§ WHAT THE TASK ASKS
Among the entries below, which lines include the string "that"? Show each one.

(Saved entries)
_ _ _ _

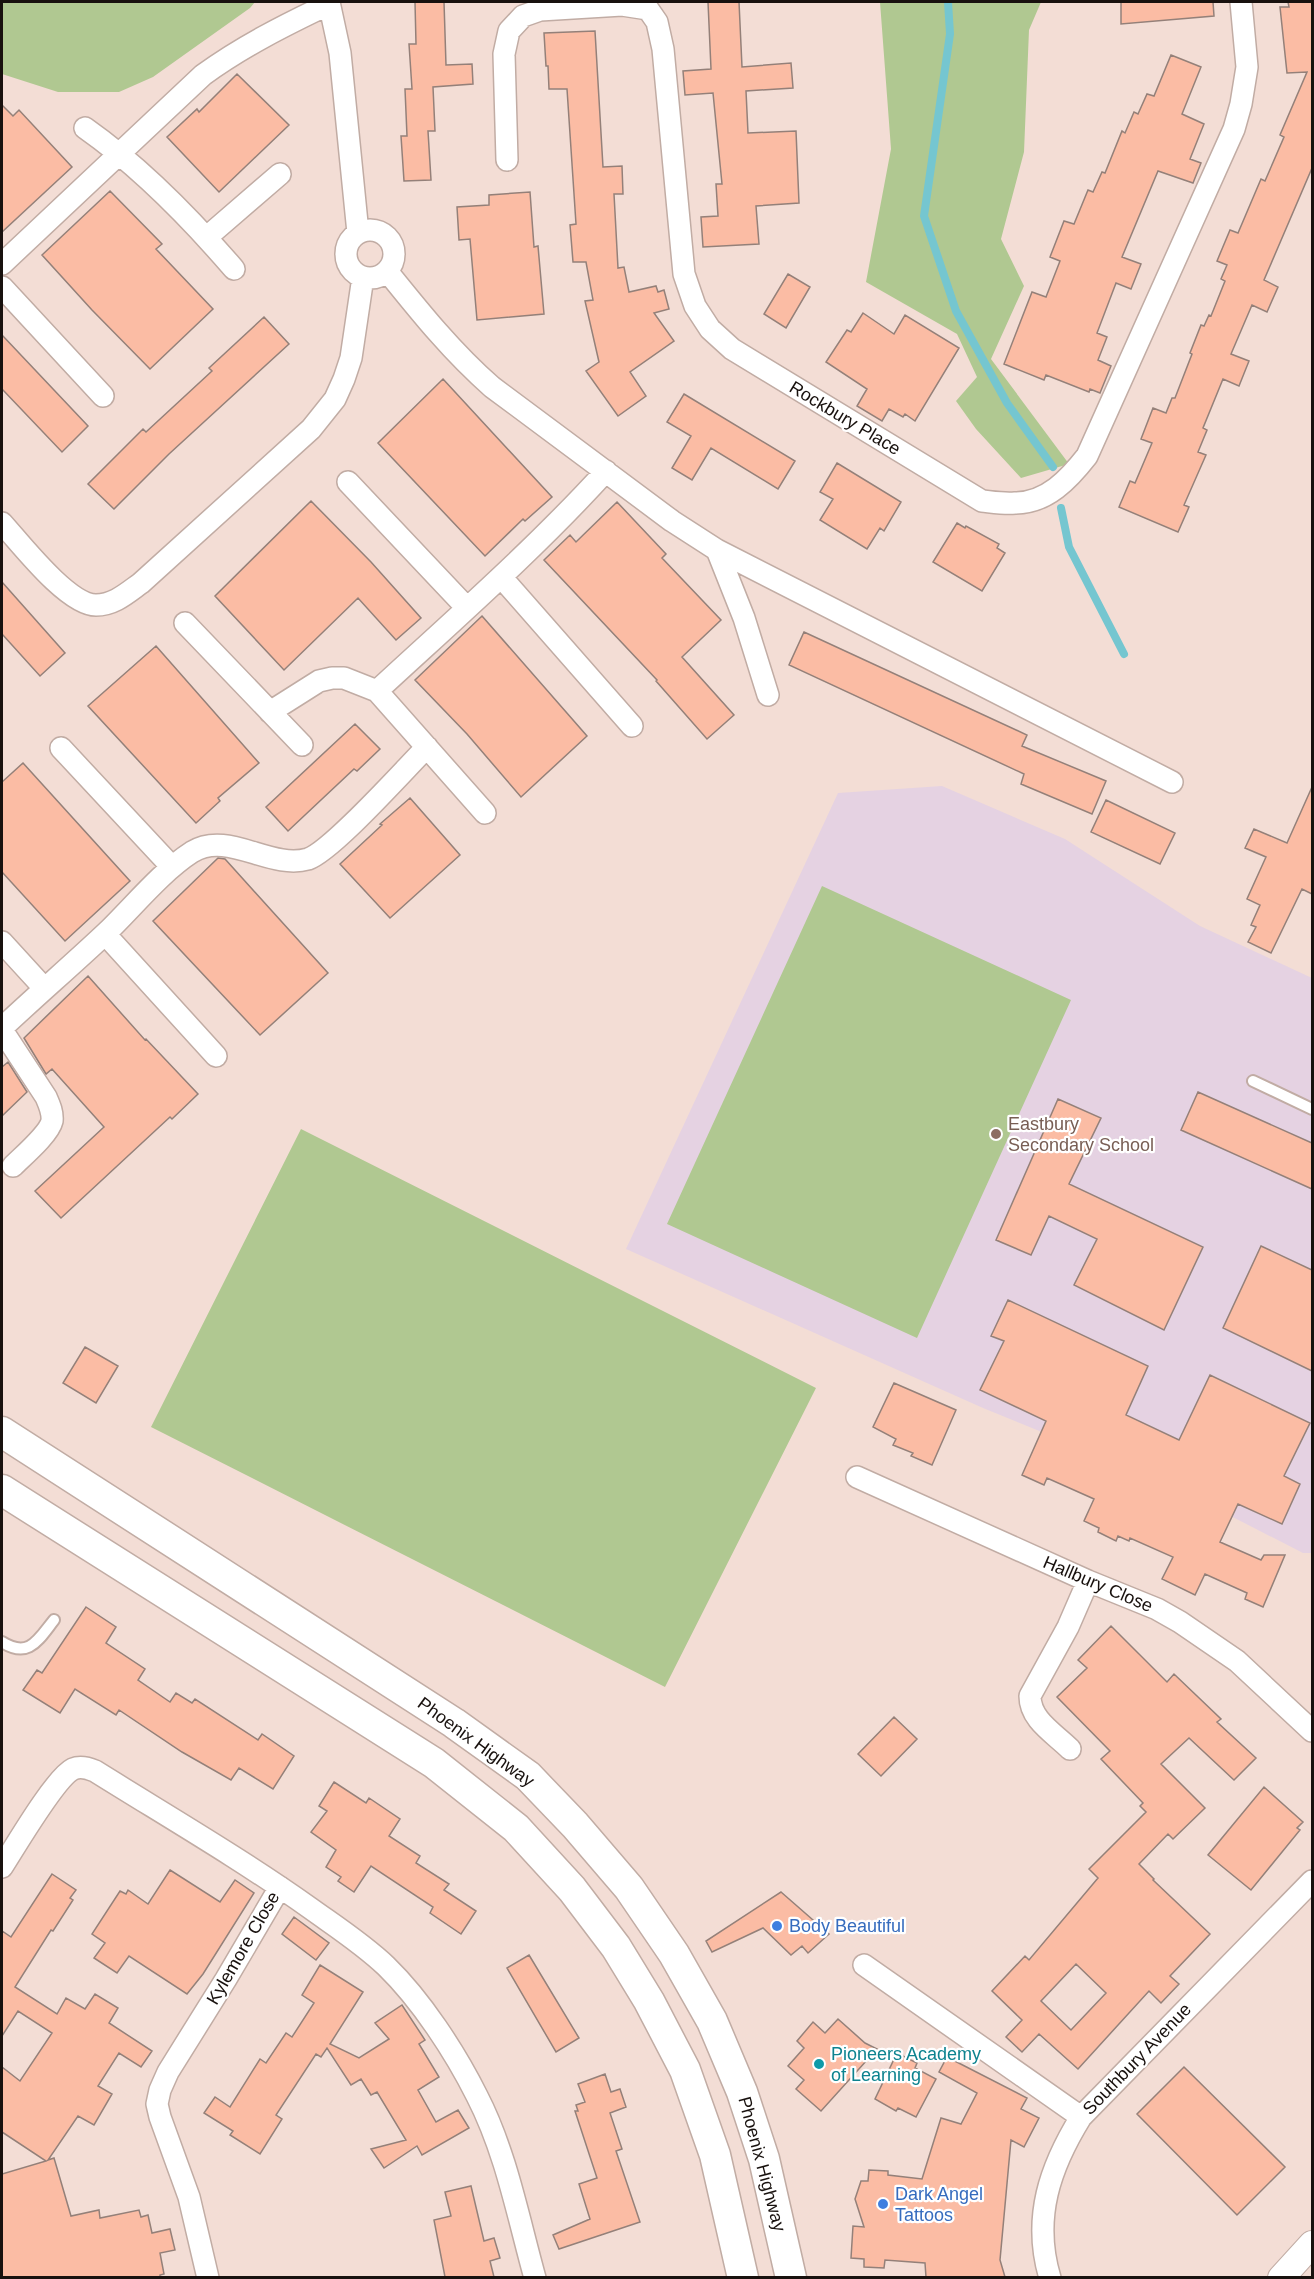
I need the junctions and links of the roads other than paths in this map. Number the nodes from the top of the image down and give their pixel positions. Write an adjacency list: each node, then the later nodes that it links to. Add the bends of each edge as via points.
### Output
1 (1241, 2): 5 (street, Rockbury Place, via 1247,67 1234,129 1087,456 1069,480 1044,496 1017,504 982,501 732,349 710,329 695,306 684,274 663,49 657,22 648,9 622,5 540,10 523,16 510,31 504,54)
2 (329, 3): 4 (street, via 232,54 172,103); 7 (street, via 340,53)
3 (85, 128): 4 (street)
4 (121, 153): 8 (street); 9 (street)
5 (507, 160)
6 (280, 174): 8 (street)
7 (358, 233): 11 (street, via 380,232 391,243 393,258); 12 (street, via 348,245 347,261)
8 (207, 237): 10 (street)
9 (2, 264)
10 (234, 269)
11 (387, 271): 12 (street, via 372,278); 15 (street, via 441,338 492,387)
12 (363, 277): 17 (street, via 351,358 335,399 311,429 122,597 93,605 79,599 63,589)
13 (2, 287): 14 (street)
14 (103, 396)
15 (606, 471): 18 (street); 19 (street)
16 (348, 482): 20 (street)
17 (2, 523)
18 (717, 550): 23 (street); 29 (street)
19 (502, 578): 20 (street); 25 (street)
20 (467, 608): 22 (street)
21 (185, 623): 24 (street)
22 (377, 691): 24 (street, via 344,678 332,678 319,681); 27 (street)
23 (768, 695)
24 (270, 712): 26 (street)
25 (632, 726)
26 (302, 745)
27 (427, 747): 30 (street); 31 (street, via 338,836 310,858 279,860 211,846 194,851)
28 (61, 748): 31 (street)
29 (1172, 782)
30 (485, 813)
31 (172, 867): 32 (street)
32 (105, 934): 34 (street); 36 (street)
33 (2, 942): 34 (street)
34 (44, 988): 35 (street)
35 (2, 1029): 39 (street, via 46,1097 52,1119 49,1128)
36 (216, 1056)
37 (1253, 1081): 38 (lane)
38 (1312, 1109)
39 (13, 1166)
40 (2, 1432): 57 (main road, Phoenix Highway, via 454,1723 528,1776 575,1825 629,1888 674,1954 712,2021 742,2092 764,2159)
41 (857, 1477): 43 (street, Hallbury Close)
42 (2, 1490): 56 (main road, via 434,1763 516,1828 572,1889 616,1947 685,2070 715,2155)
43 (1088, 1581): 46 (street, Hallbury Close, via 1157,1609 1208,1639); 47 (street, via 1030,1696 1034,1715)
44 (54, 1620): 45 (lane, via 30,1648 21,1650)
45 (2, 1642)
46 (1312, 1731)
47 (1070, 1749)
48 (2, 1867): 50 (street, Kylemore Close, via 59,1780 73,1769 83,1767)
49 (1312, 1881): 52 (street, Southbury Avenue)
50 (280, 1887): 54 (street, Kylemore Close, via 160,2090 160,2117 189,2198); 55 (street, via 385,1965 436,2028 477,2096 497,2141)
51 (864, 1965): 52 (street)
52 (1081, 2117): 58 (street, Southbury Avenue, via 1056,2164 1041,2222)
53 (1312, 2244): 59 (street)
54 (208, 2277)
55 (535, 2277)
56 (743, 2277)
57 (791, 2277)
58 (1050, 2277)
59 (1281, 2277)

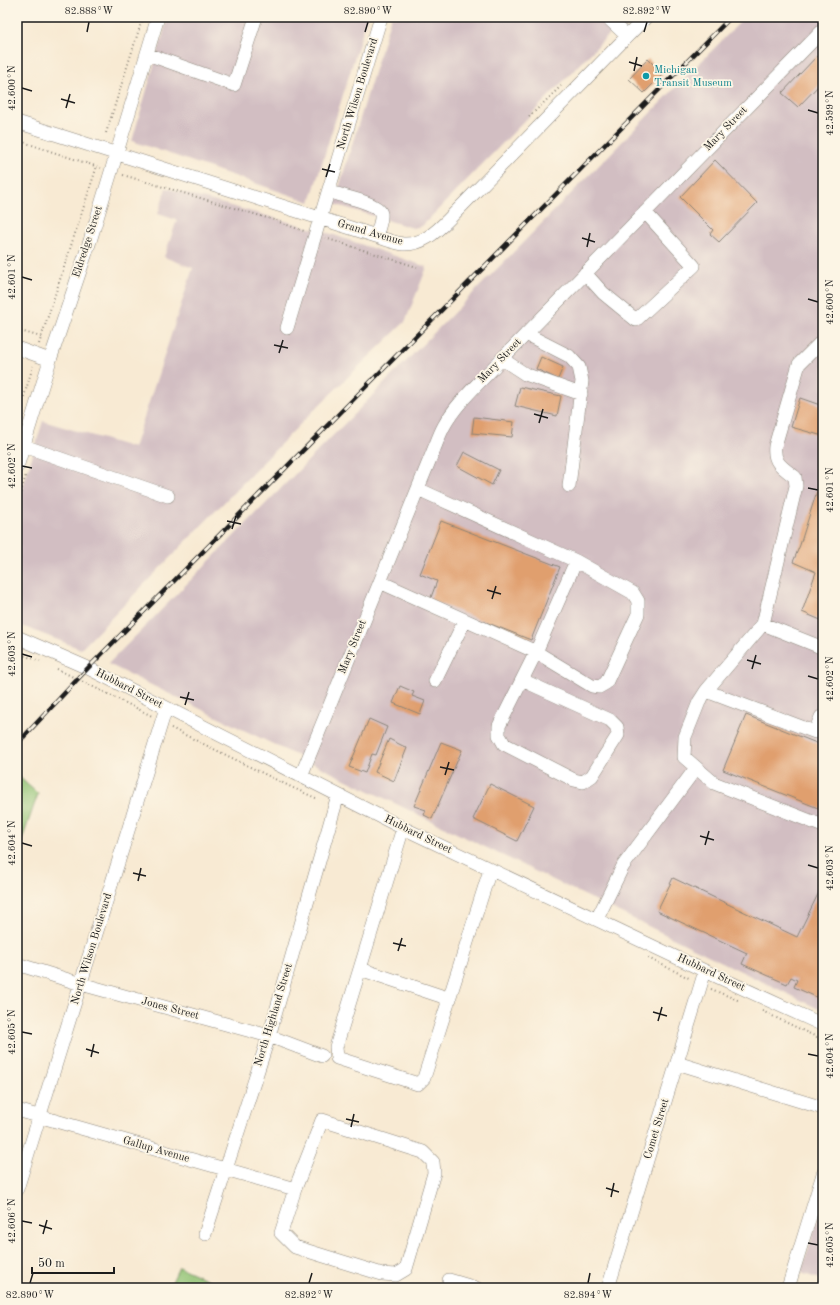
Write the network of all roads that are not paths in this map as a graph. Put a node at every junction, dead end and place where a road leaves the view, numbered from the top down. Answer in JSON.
{"nodes":[{"id":1,"x":158,"y":17,"type":"edge"},
{"id":2,"x":256,"y":17,"type":"edge"},
{"id":3,"x":381,"y":17,"type":"edge"},
{"id":4,"x":607,"y":17,"type":"edge"},
{"id":5,"x":646,"y":17,"type":"edge"},
{"id":6,"x":823,"y":30,"type":"edge"},
{"id":7,"x":627,"y":36,"type":"junction"},
{"id":8,"x":147,"y":54,"type":"junction"},
{"id":9,"x":17,"y":122,"type":"edge"},
{"id":10,"x":117,"y":154,"type":"junction"},
{"id":11,"x":337,"y":194,"type":"dead end"},
{"id":12,"x":645,"y":212,"type":"junction"},
{"id":13,"x":320,"y":218,"type":"junction"},
{"id":14,"x":376,"y":236,"type":"junction"},
{"id":15,"x":585,"y":273,"type":"junction"},
{"id":16,"x":287,"y":328,"type":"dead end"},
{"id":17,"x":526,"y":334,"type":"junction"},
{"id":18,"x":823,"y":341,"type":"edge"},
{"id":19,"x":17,"y":348,"type":"edge"},
{"id":20,"x":502,"y":359,"type":"junction"},
{"id":21,"x":50,"y":360,"type":"junction"},
{"id":22,"x":581,"y":394,"type":"junction"},
{"id":23,"x":24,"y":446,"type":"junction"},
{"id":24,"x":17,"y":467,"type":"edge"},
{"id":25,"x":569,"y":486,"type":"dead end"},
{"id":26,"x":418,"y":489,"type":"junction"},
{"id":27,"x":168,"y":496,"type":"dead end"},
{"id":28,"x":576,"y":561,"type":"junction"},
{"id":29,"x":380,"y":582,"type":"junction"},
{"id":30,"x":465,"y":620,"type":"junction"},
{"id":31,"x":763,"y":624,"type":"junction"},
{"id":32,"x":17,"y":637,"type":"edge"},
{"id":33,"x":823,"y":648,"type":"edge"},
{"id":34,"x":536,"y":652,"type":"junction"},
{"id":35,"x":522,"y":680,"type":"junction"},
{"id":36,"x":435,"y":682,"type":"dead end"},
{"id":37,"x":706,"y":691,"type":"junction"},
{"id":38,"x":166,"y":708,"type":"junction"},
{"id":39,"x":822,"y":715,"type":"edge"},
{"id":40,"x":696,"y":768,"type":"junction"},
{"id":41,"x":300,"y":776,"type":"junction"},
{"id":42,"x":338,"y":796,"type":"junction"},
{"id":43,"x":823,"y":826,"type":"edge"},
{"id":44,"x":403,"y":828,"type":"junction"},
{"id":45,"x":490,"y":870,"type":"junction"},
{"id":46,"x":597,"y":919,"type":"junction"},
{"id":47,"x":17,"y":964,"type":"edge"},
{"id":48,"x":360,"y":969,"type":"junction"},
{"id":49,"x":705,"y":971,"type":"junction"},
{"id":50,"x":81,"y":984,"type":"junction"},
{"id":51,"x":450,"y":999,"type":"junction"},
{"id":52,"x":823,"y":1025,"type":"edge"},
{"id":53,"x":269,"y":1036,"type":"junction"},
{"id":54,"x":322,"y":1056,"type":"dead end"},
{"id":55,"x":677,"y":1063,"type":"junction"},
{"id":56,"x":823,"y":1108,"type":"edge"},
{"id":57,"x":17,"y":1110,"type":"edge"},
{"id":58,"x":40,"y":1118,"type":"junction"},
{"id":59,"x":226,"y":1170,"type":"junction"},
{"id":60,"x":823,"y":1174,"type":"edge"},
{"id":61,"x":17,"y":1189,"type":"edge"},
{"id":62,"x":295,"y":1190,"type":"junction"},
{"id":63,"x":205,"y":1234,"type":"dead end"},
{"id":64,"x":450,"y":1280,"type":"dead end"},
{"id":65,"x":476,"y":1288,"type":"edge"},
{"id":66,"x":608,"y":1288,"type":"edge"},
{"id":67,"x":788,"y":1288,"type":"edge"}],
"edges":[{"from":1,"to":8,"type":"street","name":"Eldredge Street"},
{"from":2,"to":8,"type":"street"},
{"from":3,"to":13,"type":"street","name":"North Wilson Boulevard"},
{"from":4,"to":7,"type":"street"},
{"from":5,"to":7,"type":"street","name":"Grand Avenue"},
{"from":6,"to":12,"type":"street","name":"Mary Street"},
{"from":7,"to":14,"type":"street","name":"Grand Avenue"},
{"from":8,"to":10,"type":"street","name":"Eldredge Street"},
{"from":9,"to":10,"type":"street","name":"Grand Avenue"},
{"from":10,"to":13,"type":"street","name":"Grand Avenue"},
{"from":10,"to":21,"type":"street","name":"Eldredge Street"},
{"from":11,"to":14,"type":"street"},
{"from":12,"to":15,"type":"street","name":"Mary Street"},
{"from":12,"to":15,"type":"street"},
{"from":13,"to":14,"type":"street","name":"Grand Avenue"},
{"from":13,"to":16,"type":"street","name":"North Wilson Boulevard"},
{"from":15,"to":17,"type":"street","name":"Mary Street"},
{"from":17,"to":20,"type":"street","name":"Mary Street"},
{"from":17,"to":22,"type":"street"},
{"from":18,"to":31,"type":"street"},
{"from":19,"to":21,"type":"street"},
{"from":20,"to":22,"type":"street"},
{"from":20,"to":26,"type":"street","name":"Mary Street"},
{"from":21,"to":23,"type":"street","name":"Eldredge Street"},
{"from":22,"to":25,"type":"street"},
{"from":23,"to":24,"type":"street","name":"Eldredge Street"},
{"from":23,"to":27,"type":"street"},
{"from":26,"to":28,"type":"street"},
{"from":26,"to":29,"type":"street","name":"Mary Street"},
{"from":28,"to":34,"type":"street"},
{"from":28,"to":34,"type":"street"},
{"from":29,"to":30,"type":"street"},
{"from":29,"to":41,"type":"street","name":"Mary Street"},
{"from":30,"to":34,"type":"street"},
{"from":30,"to":36,"type":"street"},
{"from":31,"to":33,"type":"street"},
{"from":31,"to":37,"type":"street"},
{"from":32,"to":38,"type":"street","name":"Hubbard Street"},
{"from":34,"to":35,"type":"street"},
{"from":35,"to":35,"type":"street"},
{"from":37,"to":39,"type":"street"},
{"from":37,"to":40,"type":"street"},
{"from":38,"to":41,"type":"street","name":"Hubbard Street"},
{"from":38,"to":50,"type":"street","name":"North Wilson Boulevard"},
{"from":40,"to":43,"type":"street"},
{"from":40,"to":46,"type":"street"},
{"from":41,"to":42,"type":"street","name":"Hubbard Street"},
{"from":42,"to":44,"type":"street","name":"Hubbard Street"},
{"from":42,"to":53,"type":"street","name":"North Highland Street"},
{"from":44,"to":45,"type":"street","name":"Hubbard Street"},
{"from":44,"to":48,"type":"street"},
{"from":45,"to":46,"type":"street","name":"Hubbard Street"},
{"from":45,"to":51,"type":"street"},
{"from":46,"to":49,"type":"street","name":"Hubbard Street"},
{"from":47,"to":50,"type":"street","name":"Jones Street"},
{"from":48,"to":51,"type":"street"},
{"from":48,"to":51,"type":"street"},
{"from":49,"to":52,"type":"street","name":"Hubbard Street"},
{"from":49,"to":55,"type":"street","name":"Comet Street"},
{"from":50,"to":53,"type":"street","name":"Jones Street"},
{"from":50,"to":58,"type":"street","name":"North Wilson Boulevard"},
{"from":53,"to":54,"type":"street","name":"Jones Street"},
{"from":53,"to":59,"type":"street","name":"North Highland Street"},
{"from":55,"to":56,"type":"street"},
{"from":55,"to":66,"type":"street","name":"Comet Street"},
{"from":57,"to":58,"type":"street","name":"Gallup Avenue"},
{"from":58,"to":59,"type":"street","name":"Gallup Avenue"},
{"from":58,"to":61,"type":"street","name":"North Wilson Boulevard"},
{"from":59,"to":62,"type":"street","name":"Gallup Avenue"},
{"from":59,"to":63,"type":"street","name":"North Highland Street"},
{"from":60,"to":67,"type":"street"},
{"from":62,"to":62,"type":"street"},
{"from":64,"to":65,"type":"street"}]}
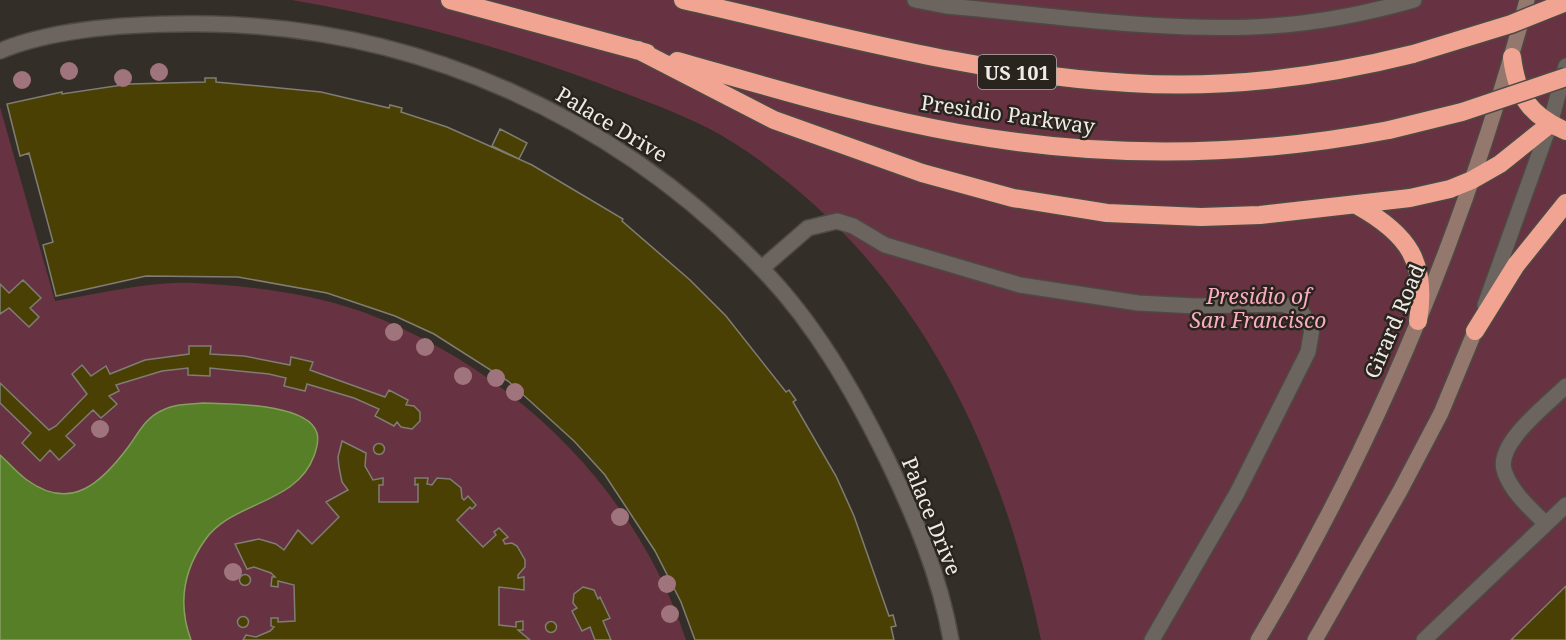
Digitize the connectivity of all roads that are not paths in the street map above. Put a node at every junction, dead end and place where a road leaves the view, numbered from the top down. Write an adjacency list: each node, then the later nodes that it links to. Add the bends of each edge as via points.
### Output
1 (450, 0): 7 (highway, Presidio Parkway)
2 (683, 0): 6 (highway, Presidio Parkway / US 101, bridge, via 1033,75 1166,84 1241,82 1331,71 1480,35)
3 (915, 0): 4 (street, via 946,6 1195,26 1271,26 1373,11)
4 (1414, 0)
5 (1527, 0): 9 (main road, Girard Road)
6 (1566, 2)
7 (638, 50): 11 (highway, Presidio Parkway, bridge, via 882,117 1041,145 1115,151 1226,150 1321,142 1462,112); 15 (highway, via 774,120 922,173 1013,198 1107,213 1170,216 1260,215)
8 (0, 51): 16 (street, Palace Drive, via 93,29 179,23 270,27 362,41 403,52 486,80 609,142 675,189)
9 (1512, 57): 12 (highway, via 1516,83 1529,107); 13 (main road, Girard Road)
10 (1566, 66): 12 (street)
11 (1566, 77)
12 (1558, 128): 13 (highway); 18 (street)
13 (1472, 180): 15 (highway, via 1432,194); 17 (main road, Girard Road)
14 (1566, 203): 18 (highway, via 1516,265)
15 (1358, 206): 17 (highway, via 1392,227 1411,252 1421,293)
16 (762, 268): 22 (street, Palace Drive, via 814,332 874,433 912,511); 23 (street, via 808,228 837,221 853,226 876,242 991,278 1048,291 1163,305 1282,304 1301,311 1312,329 1308,352 1237,493)
17 (1418, 321): 24 (main road, Girard Road, via 1349,472)
18 (1475, 331): 25 (main road, via 1441,413)
19 (1566, 386): 21 (street, via 1512,440 1503,456 1504,471 1514,490)
20 (1566, 504): 21 (street)
21 (1546, 524): 26 (street)
22 (951, 640)
23 (1152, 640)
24 (1258, 640)
25 (1315, 640)
26 (1425, 640)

_ _ _ _

§ WRITTEN REPLY
I need the junctions and links of the roads other than paths in this map. Number the nodes from the top of the image down and give their pixel positions. Write an adjacency list: each node, then the later nodes that it links to. Add the bends of each edge as via points.
Write the network of all roads that are not paths in this map as a graph. Put a node at every junction, dead end and place where a road leaves the view, numbered from the top down. Answer in JSON.
Digitize the connectivity of all roads that are not paths in the street map above. Put a node at every junction, dead end and place where a road leaves the view, numbered from the top down. Write an adjacency list: each node, then the later nodes that it links to. Add the bends of each edge as via points.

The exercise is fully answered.